* **Problem details**:
Each line that holds the word "path" counts once; give the total for the records below and nothing else.

[Opening Records for the exercise section]

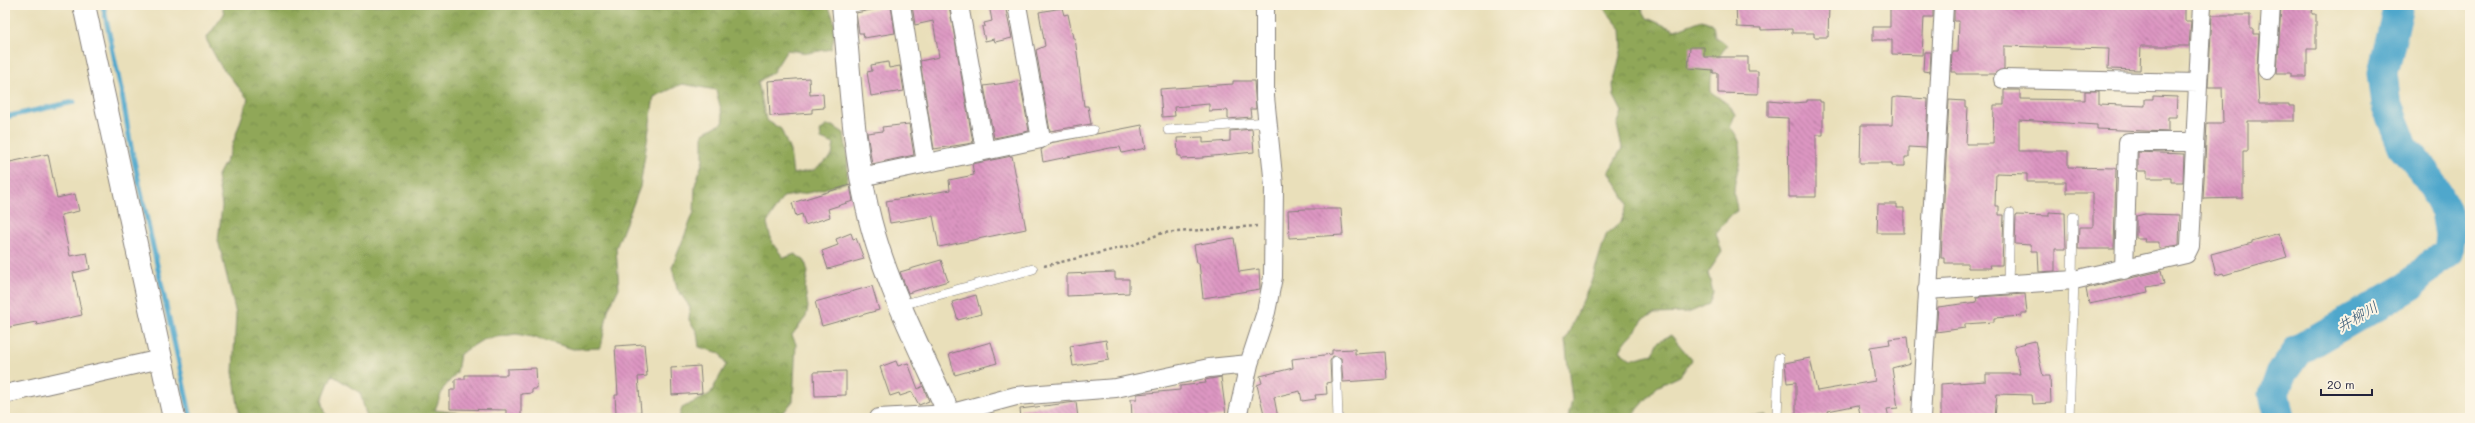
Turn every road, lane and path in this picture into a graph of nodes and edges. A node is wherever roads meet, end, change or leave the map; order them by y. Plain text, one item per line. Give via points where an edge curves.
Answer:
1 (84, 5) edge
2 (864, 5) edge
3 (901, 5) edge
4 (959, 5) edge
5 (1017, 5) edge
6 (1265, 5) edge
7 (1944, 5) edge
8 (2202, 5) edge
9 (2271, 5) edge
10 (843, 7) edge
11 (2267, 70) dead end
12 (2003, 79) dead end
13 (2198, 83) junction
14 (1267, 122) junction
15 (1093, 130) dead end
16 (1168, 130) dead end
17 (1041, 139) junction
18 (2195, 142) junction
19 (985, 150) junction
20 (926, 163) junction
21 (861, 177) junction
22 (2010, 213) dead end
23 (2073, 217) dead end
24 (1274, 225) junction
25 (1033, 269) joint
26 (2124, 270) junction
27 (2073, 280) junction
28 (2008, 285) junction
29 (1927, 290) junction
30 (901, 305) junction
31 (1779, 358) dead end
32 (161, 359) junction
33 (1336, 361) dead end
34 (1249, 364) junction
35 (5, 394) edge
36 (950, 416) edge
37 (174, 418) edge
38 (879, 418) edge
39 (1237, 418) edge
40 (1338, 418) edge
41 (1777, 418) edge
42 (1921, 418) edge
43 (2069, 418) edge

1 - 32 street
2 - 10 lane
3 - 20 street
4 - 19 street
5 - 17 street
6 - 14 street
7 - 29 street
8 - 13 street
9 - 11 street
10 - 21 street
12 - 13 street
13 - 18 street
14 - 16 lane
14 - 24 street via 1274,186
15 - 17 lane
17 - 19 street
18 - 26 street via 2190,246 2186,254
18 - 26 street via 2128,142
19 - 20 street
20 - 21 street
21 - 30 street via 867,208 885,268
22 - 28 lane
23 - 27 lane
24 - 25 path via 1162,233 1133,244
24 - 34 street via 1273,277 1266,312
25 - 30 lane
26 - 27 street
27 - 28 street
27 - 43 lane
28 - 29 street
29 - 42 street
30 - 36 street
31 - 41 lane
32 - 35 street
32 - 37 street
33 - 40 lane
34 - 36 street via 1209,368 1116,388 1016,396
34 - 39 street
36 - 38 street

[Closing Records for the exercise section]

* **Result**:
2